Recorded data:

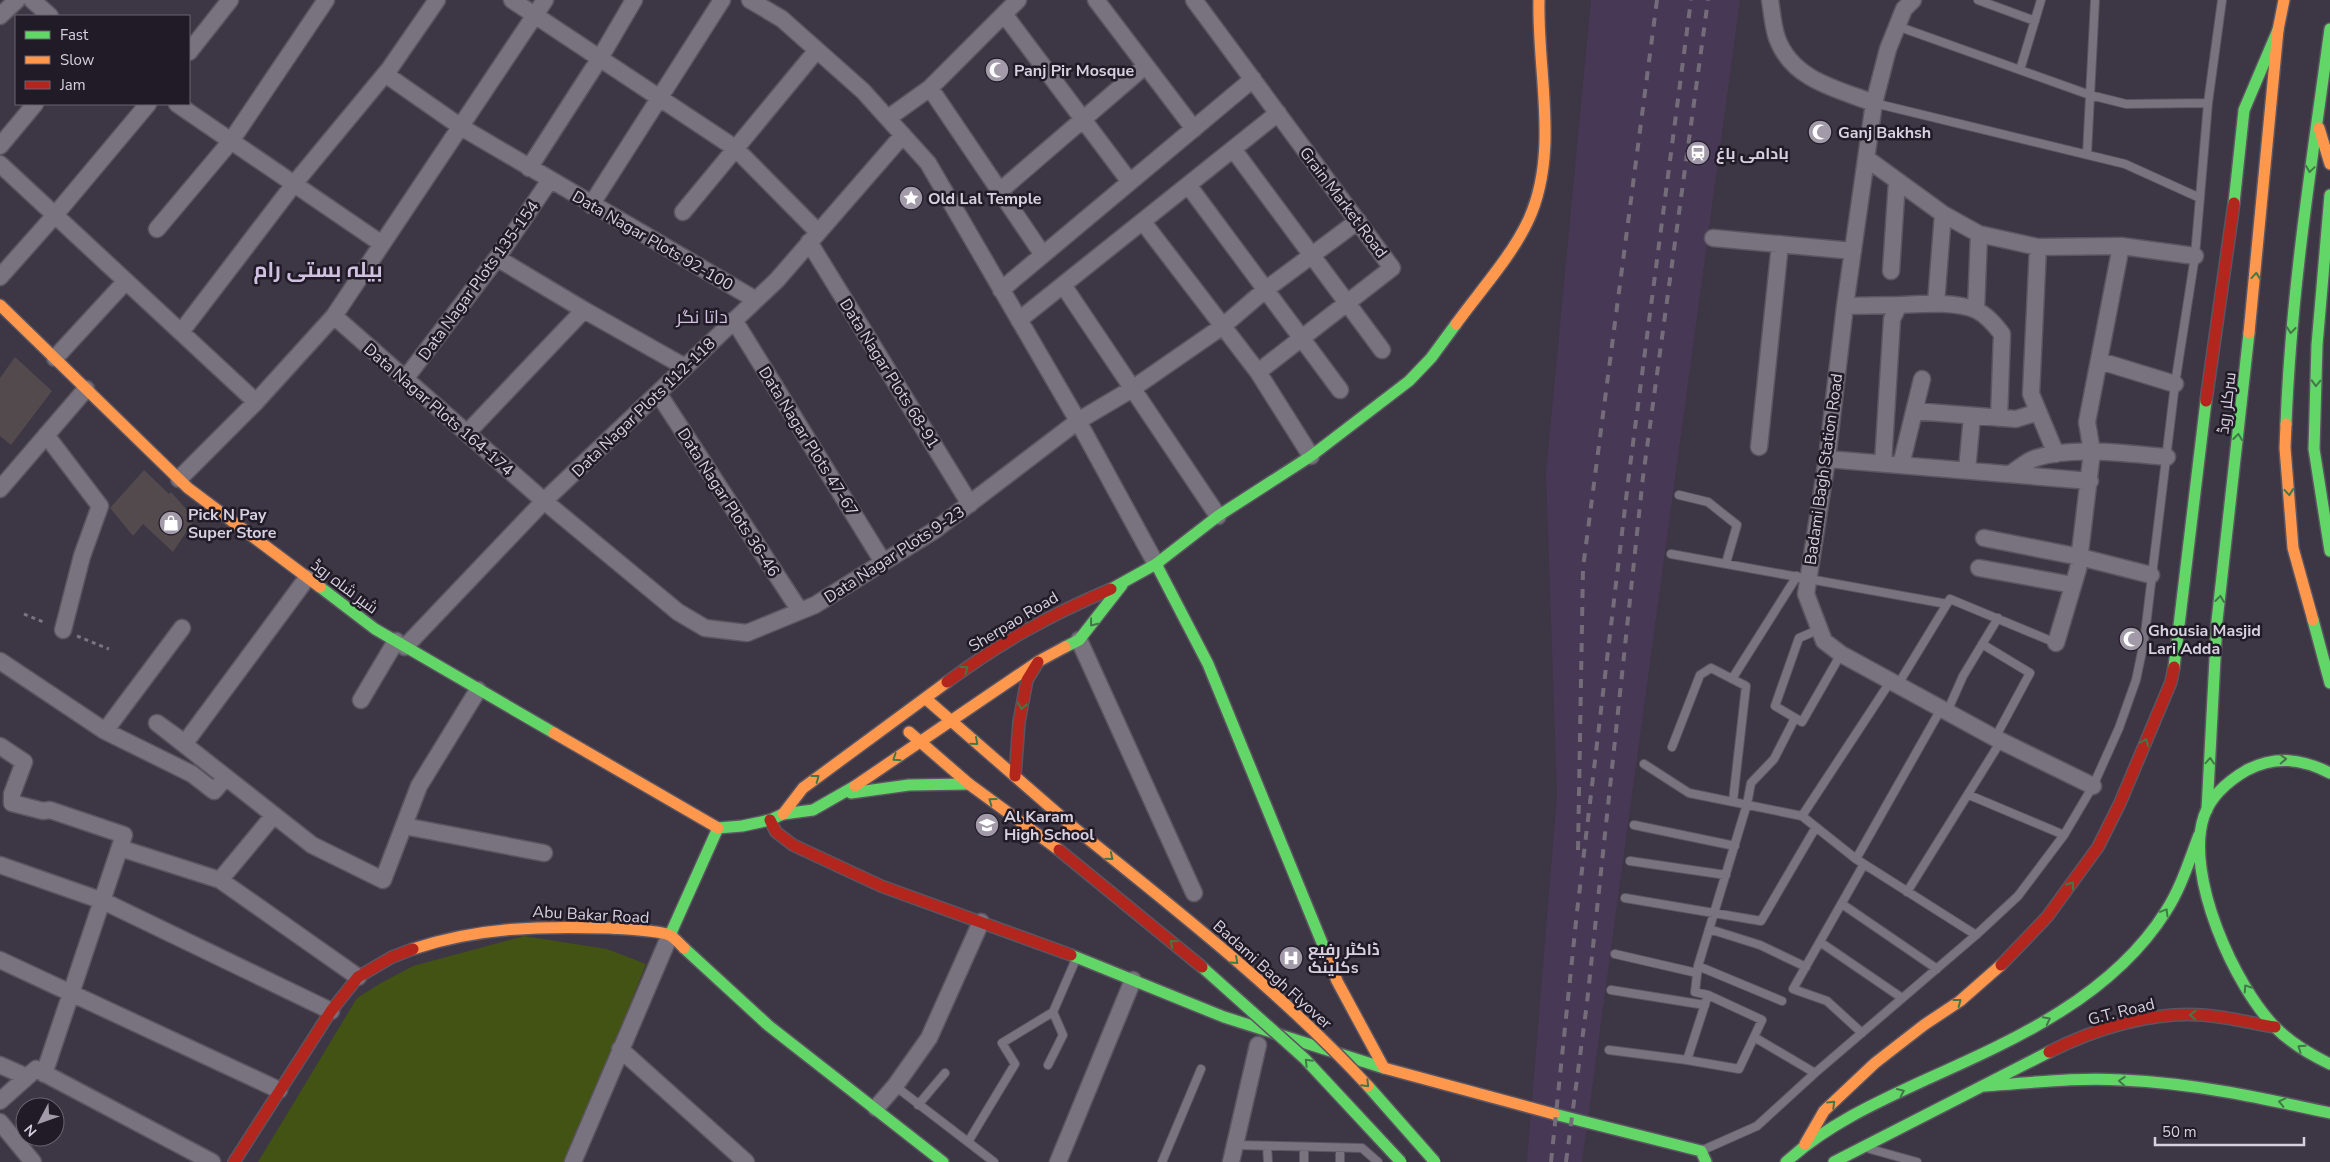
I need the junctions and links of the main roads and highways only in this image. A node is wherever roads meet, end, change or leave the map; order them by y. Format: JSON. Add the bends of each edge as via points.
{"nodes":[{"id":1,"x":1539,"y":0,"type":"edge"},
{"id":2,"x":2284,"y":0,"type":"edge"},
{"id":3,"x":2330,"y":29,"type":"edge"},
{"id":4,"x":2278,"y":30,"type":"junction"},
{"id":5,"x":2317,"y":120,"type":"junction"},
{"id":6,"x":2330,"y":164,"type":"edge"},
{"id":7,"x":2330,"y":195,"type":"edge"},
{"id":8,"x":0,"y":305,"type":"edge"},
{"id":9,"x":2330,"y":551,"type":"edge"},
{"id":10,"x":1156,"y":564,"type":"junction"},
{"id":11,"x":1123,"y":584,"type":"junction"},
{"id":12,"x":1039,"y":661,"type":"junction"},
{"id":13,"x":2330,"y":683,"type":"edge"},
{"id":14,"x":926,"y":698,"type":"junction"},
{"id":15,"x":895,"y":720,"type":"junction"},
{"id":16,"x":951,"y":721,"type":"junction"},
{"id":17,"x":920,"y":742,"type":"junction"},
{"id":18,"x":2330,"y":773,"type":"edge"},
{"id":19,"x":1015,"y":776,"type":"junction"},
{"id":20,"x":969,"y":784,"type":"junction"},
{"id":21,"x":842,"y":795,"type":"junction"},
{"id":22,"x":2207,"y":810,"type":"junction"},
{"id":23,"x":783,"y":814,"type":"junction"},
{"id":24,"x":770,"y":820,"type":"junction"},
{"id":25,"x":718,"y":828,"type":"junction"},
{"id":26,"x":2199,"y":836,"type":"junction"},
{"id":27,"x":670,"y":935,"type":"junction"},
{"id":28,"x":2275,"y":1028,"type":"junction"},
{"id":29,"x":2330,"y":1064,"type":"edge"},
{"id":30,"x":1384,"y":1068,"type":"junction"},
{"id":31,"x":1985,"y":1086,"type":"junction"},
{"id":32,"x":2330,"y":1113,"type":"edge"},
{"id":33,"x":1805,"y":1144,"type":"junction"},
{"id":34,"x":234,"y":1162,"type":"edge"},
{"id":35,"x":943,"y":1162,"type":"edge"},
{"id":36,"x":1400,"y":1162,"type":"edge"},
{"id":37,"x":1435,"y":1162,"type":"edge"},
{"id":38,"x":1706,"y":1162,"type":"edge"},
{"id":39,"x":1786,"y":1162,"type":"edge"},
{"id":40,"x":1834,"y":1162,"type":"edge"}],
"edges":[{"from":1,"to":10,"type":"main road","name":"Sherpao Road","via":[[1538,32],[1546,133],[1540,181],[1528,221],[1510,250],[1431,358],[1409,381],[1311,456],[1218,516]]},
{"from":2,"to":4,"type":"main road","name":"سرکلر روڈ"},
{"from":3,"to":5,"type":"main road"},
{"from":22,"to":4,"type":"main road","name":"سرکلر روڈ","one_way":true,"via":[[2217,622],[2253,302]]},
{"from":33,"to":4,"type":"main road","one_way":true,"via":[[1824,1111],[1874,1063],[1960,1000],[2014,953],[2047,918],[2098,847],[2120,803],[2171,682],[2180,634],[2208,382],[2232,225],[2244,110]]},
{"from":5,"to":6,"type":"main road"},
{"from":5,"to":13,"type":"main road","one_way":true,"via":[[2289,348],[2285,448],[2293,548]]},
{"from":7,"to":9,"type":"main road","one_way":true,"via":[[2317,345],[2314,449]]},
{"from":8,"to":25,"type":"main road","name":"شیر شاہ روڈ","via":[[179,479],[375,629]]},
{"from":10,"to":11,"type":"main road","name":"Sherpao Road"},
{"from":10,"to":30,"type":"main road","via":[[1208,664],[1337,981]]},
{"from":11,"to":12,"type":"main road","name":"Sherpao Road","one_way":true,"via":[[1080,640]]},
{"from":14,"to":11,"type":"main road","name":"Sherpao Road","one_way":true,"via":[[990,651],[1061,610]]},
{"from":12,"to":16,"type":"main road","name":"Sherpao Road"},
{"from":12,"to":19,"type":"main road","one_way":true,"via":[[1027,680],[1019,722]]},
{"from":14,"to":15,"type":"main road","name":"Sherpao Road"},
{"from":14,"to":16,"type":"main road","name":"Badami Bagh Flyover"},
{"from":15,"to":17,"type":"main road"},
{"from":23,"to":15,"type":"main road","name":"Sherpao Road","one_way":true,"via":[[802,788]]},
{"from":16,"to":17,"type":"main road","name":"Sherpao Road"},
{"from":16,"to":19,"type":"main road","name":"Badami Bagh Flyover","one_way":true},
{"from":17,"to":20,"type":"main road"},
{"from":17,"to":21,"type":"main road","name":"Sherpao Road","one_way":true},
{"from":22,"to":18,"type":"main road","one_way":true,"via":[[2221,788],[2260,763],[2285,758],[2301,760]]},
{"from":19,"to":37,"type":"main road","name":"Badami Bagh Flyover","one_way":true,"bridge":true,"via":[[1193,923],[1290,1009],[1370,1087]]},
{"from":20,"to":21,"type":"main road","via":[[897,784]]},
{"from":36,"to":20,"type":"main road","one_way":true,"bridge":true,"via":[[1304,1058],[1201,967],[1060,850]]},
{"from":21,"to":23,"type":"main road","via":[[813,810]]},
{"from":22,"to":26,"type":"main road"},
{"from":23,"to":24,"type":"main road"},
{"from":24,"to":25,"type":"main road"},
{"from":24,"to":30,"type":"main road","via":[[776,832],[793,845],[881,886],[1077,957],[1224,1017]]},
{"from":25,"to":27,"type":"main road"},
{"from":28,"to":26,"type":"main road","one_way":true,"via":[[2241,980],[2219,932],[2203,881]]},
{"from":33,"to":26,"type":"main road","one_way":true,"via":[[1837,1121],[1942,1073],[2064,1011],[2103,983],[2129,958],[2167,911]]},
{"from":27,"to":34,"type":"main road","name":"Abu Bakar Road","via":[[544,926],[501,929],[429,944],[392,957],[358,977],[331,1011]]},
{"from":27,"to":35,"type":"main road","name":"Abu Bakar Road","via":[[769,1026]]},
{"from":29,"to":28,"type":"main road","one_way":true,"via":[[2300,1048]]},
{"from":28,"to":31,"type":"main road","name":"G.T. Road","one_way":true,"via":[[2222,1016],[2178,1015],[2133,1021],[2059,1047]]},
{"from":30,"to":38,"type":"main road","via":[[1701,1151]]},
{"from":32,"to":31,"type":"main road","one_way":true,"via":[[2217,1090],[2151,1083],[2092,1079]]},
{"from":31,"to":40,"type":"main road","name":"G.T. Road"},
{"from":33,"to":39,"type":"main road"}]}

- [WHAT THE TASK ASKS]: What is needed is every record above, restated word for word, with the pictures left out.

- [TASK RESULT]:
I need the junctions and links of the main roads and highways only in this image. A node is wherever roads meet, end, change or leave the map; order them by y. Format: JSON. Add the bends of each edge as via points.
{"nodes":[{"id":1,"x":1539,"y":0,"type":"edge"},
{"id":2,"x":2284,"y":0,"type":"edge"},
{"id":3,"x":2330,"y":29,"type":"edge"},
{"id":4,"x":2278,"y":30,"type":"junction"},
{"id":5,"x":2317,"y":120,"type":"junction"},
{"id":6,"x":2330,"y":164,"type":"edge"},
{"id":7,"x":2330,"y":195,"type":"edge"},
{"id":8,"x":0,"y":305,"type":"edge"},
{"id":9,"x":2330,"y":551,"type":"edge"},
{"id":10,"x":1156,"y":564,"type":"junction"},
{"id":11,"x":1123,"y":584,"type":"junction"},
{"id":12,"x":1039,"y":661,"type":"junction"},
{"id":13,"x":2330,"y":683,"type":"edge"},
{"id":14,"x":926,"y":698,"type":"junction"},
{"id":15,"x":895,"y":720,"type":"junction"},
{"id":16,"x":951,"y":721,"type":"junction"},
{"id":17,"x":920,"y":742,"type":"junction"},
{"id":18,"x":2330,"y":773,"type":"edge"},
{"id":19,"x":1015,"y":776,"type":"junction"},
{"id":20,"x":969,"y":784,"type":"junction"},
{"id":21,"x":842,"y":795,"type":"junction"},
{"id":22,"x":2207,"y":810,"type":"junction"},
{"id":23,"x":783,"y":814,"type":"junction"},
{"id":24,"x":770,"y":820,"type":"junction"},
{"id":25,"x":718,"y":828,"type":"junction"},
{"id":26,"x":2199,"y":836,"type":"junction"},
{"id":27,"x":670,"y":935,"type":"junction"},
{"id":28,"x":2275,"y":1028,"type":"junction"},
{"id":29,"x":2330,"y":1064,"type":"edge"},
{"id":30,"x":1384,"y":1068,"type":"junction"},
{"id":31,"x":1985,"y":1086,"type":"junction"},
{"id":32,"x":2330,"y":1113,"type":"edge"},
{"id":33,"x":1805,"y":1144,"type":"junction"},
{"id":34,"x":234,"y":1162,"type":"edge"},
{"id":35,"x":943,"y":1162,"type":"edge"},
{"id":36,"x":1400,"y":1162,"type":"edge"},
{"id":37,"x":1435,"y":1162,"type":"edge"},
{"id":38,"x":1706,"y":1162,"type":"edge"},
{"id":39,"x":1786,"y":1162,"type":"edge"},
{"id":40,"x":1834,"y":1162,"type":"edge"}],
"edges":[{"from":1,"to":10,"type":"main road","name":"Sherpao Road","via":[[1538,32],[1546,133],[1540,181],[1528,221],[1510,250],[1431,358],[1409,381],[1311,456],[1218,516]]},
{"from":2,"to":4,"type":"main road","name":"سرکلر روڈ"},
{"from":3,"to":5,"type":"main road"},
{"from":22,"to":4,"type":"main road","name":"سرکلر روڈ","one_way":true,"via":[[2217,622],[2253,302]]},
{"from":33,"to":4,"type":"main road","one_way":true,"via":[[1824,1111],[1874,1063],[1960,1000],[2014,953],[2047,918],[2098,847],[2120,803],[2171,682],[2180,634],[2208,382],[2232,225],[2244,110]]},
{"from":5,"to":6,"type":"main road"},
{"from":5,"to":13,"type":"main road","one_way":true,"via":[[2289,348],[2285,448],[2293,548]]},
{"from":7,"to":9,"type":"main road","one_way":true,"via":[[2317,345],[2314,449]]},
{"from":8,"to":25,"type":"main road","name":"شیر شاہ روڈ","via":[[179,479],[375,629]]},
{"from":10,"to":11,"type":"main road","name":"Sherpao Road"},
{"from":10,"to":30,"type":"main road","via":[[1208,664],[1337,981]]},
{"from":11,"to":12,"type":"main road","name":"Sherpao Road","one_way":true,"via":[[1080,640]]},
{"from":14,"to":11,"type":"main road","name":"Sherpao Road","one_way":true,"via":[[990,651],[1061,610]]},
{"from":12,"to":16,"type":"main road","name":"Sherpao Road"},
{"from":12,"to":19,"type":"main road","one_way":true,"via":[[1027,680],[1019,722]]},
{"from":14,"to":15,"type":"main road","name":"Sherpao Road"},
{"from":14,"to":16,"type":"main road","name":"Badami Bagh Flyover"},
{"from":15,"to":17,"type":"main road"},
{"from":23,"to":15,"type":"main road","name":"Sherpao Road","one_way":true,"via":[[802,788]]},
{"from":16,"to":17,"type":"main road","name":"Sherpao Road"},
{"from":16,"to":19,"type":"main road","name":"Badami Bagh Flyover","one_way":true},
{"from":17,"to":20,"type":"main road"},
{"from":17,"to":21,"type":"main road","name":"Sherpao Road","one_way":true},
{"from":22,"to":18,"type":"main road","one_way":true,"via":[[2221,788],[2260,763],[2285,758],[2301,760]]},
{"from":19,"to":37,"type":"main road","name":"Badami Bagh Flyover","one_way":true,"bridge":true,"via":[[1193,923],[1290,1009],[1370,1087]]},
{"from":20,"to":21,"type":"main road","via":[[897,784]]},
{"from":36,"to":20,"type":"main road","one_way":true,"bridge":true,"via":[[1304,1058],[1201,967],[1060,850]]},
{"from":21,"to":23,"type":"main road","via":[[813,810]]},
{"from":22,"to":26,"type":"main road"},
{"from":23,"to":24,"type":"main road"},
{"from":24,"to":25,"type":"main road"},
{"from":24,"to":30,"type":"main road","via":[[776,832],[793,845],[881,886],[1077,957],[1224,1017]]},
{"from":25,"to":27,"type":"main road"},
{"from":28,"to":26,"type":"main road","one_way":true,"via":[[2241,980],[2219,932],[2203,881]]},
{"from":33,"to":26,"type":"main road","one_way":true,"via":[[1837,1121],[1942,1073],[2064,1011],[2103,983],[2129,958],[2167,911]]},
{"from":27,"to":34,"type":"main road","name":"Abu Bakar Road","via":[[544,926],[501,929],[429,944],[392,957],[358,977],[331,1011]]},
{"from":27,"to":35,"type":"main road","name":"Abu Bakar Road","via":[[769,1026]]},
{"from":29,"to":28,"type":"main road","one_way":true,"via":[[2300,1048]]},
{"from":28,"to":31,"type":"main road","name":"G.T. Road","one_way":true,"via":[[2222,1016],[2178,1015],[2133,1021],[2059,1047]]},
{"from":30,"to":38,"type":"main road","via":[[1701,1151]]},
{"from":32,"to":31,"type":"main road","one_way":true,"via":[[2217,1090],[2151,1083],[2092,1079]]},
{"from":31,"to":40,"type":"main road","name":"G.T. Road"},
{"from":33,"to":39,"type":"main road"}]}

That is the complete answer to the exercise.